„Eine Frau zu sein ist schön, aber eben riskant“, sagte Barbara Eschen, Sprecherin der Nationalen Armutskonferenz, am Montag vor Journalisten in Berlin. Anlässlich des Internationalen Tages für die Beseitigung der Armut fordern in der Konferenz organisierte Experten aus Verbänden und Kirchen deshalb laut Eschen: „Frauenarmut muss abgeschafft werden.“
Zwar liege das Armutsrisiko von Frauen nur gut ein Prozent höher als das des deutschen Durchschnitts. Im Alter steige der Unterschied aber auf über drei Prozent. Besonders bei der Rente mache sich die Geschlechterungerechtigkeit bemerkbar: 1.043 Euro erhielten Männer im Durchschnitt, 617 Euro Frauen. Ein Effekt, der aus verschiedenen Faktoren entstehe. Frauen kümmerten sich etwa doppelt so oft um Kinder und Angehörige als Männer – oft zu Lasten der Karriere und damit des für die Rente angerechneten Gehalts. Überwiegend weiblich besetzte Berufe, zum Beispiel in der Pflege, seien zudem wesentlich schlechter bezahlt als typisch männliche. Alleinerziehende Frauen haben es demnach besonders schwer. Knapp die Hälfte von ihnen ist von Armut betroffen.

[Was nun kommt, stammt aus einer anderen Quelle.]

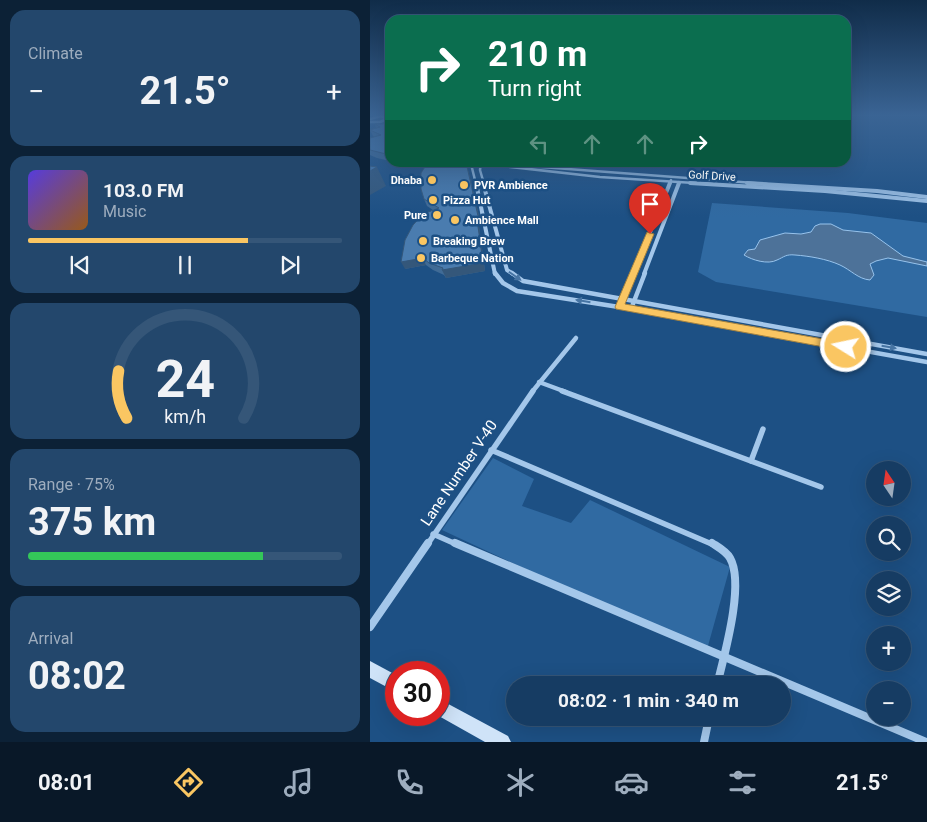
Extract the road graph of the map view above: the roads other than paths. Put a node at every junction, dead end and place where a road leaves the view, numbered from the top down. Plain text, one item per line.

Ehegattensplitting abschaffen
Sophie Schwab, stellvertretende Sprecherin der Nationalen Armutskonferenz, forderte deshalb politische Konsequenzen: Pflegeberufe zum Beispiel sollen besser bezahlt und die Pflege von Angehörigen und Kinderbetreuungszeiten stärker anerkannt und finanziell ausgeglichen werden. Auch die Abschaffung des Ehegattensplittings gehört zu dem Forderungskatalog der Armutskonferenz, in der neben dem Diakonischen Werk der Evangelischen Kirche in Deutschland auch die Caritas organisiert ist. An dessen Stelle soll eine individuelle, eheunabhängige steuerliche Entlastung stehen. Auch eine Anhebung des Mindestlohns steht im Forderungskatalog der Armutskonferenz sowie ein Ausbau der Kinderbetreuung in Kindertagesstätten.
Schwab äußerte Bedenken hinsichtlich einer möglichen Jamaika-Koalition: Man werde „scharf beobachten“, ob FDP und Union Ausnahmen für Mindestlöhne durchsetzen wollten. Von den Grünen hingegen erhoffe sich die Armutskonferenz ein Einstehen für die Forderung eines höheren Mindestlohns, erklärte Eschen. Notwendig sei die Umsetzung von Lösungsvorschlägen allemal, warnte Sozialwissenschaftlerin Gisela Notz. Sie sieht in der Frauenarmut „das nächste große Problem“ nach der Flüchtlingskrise.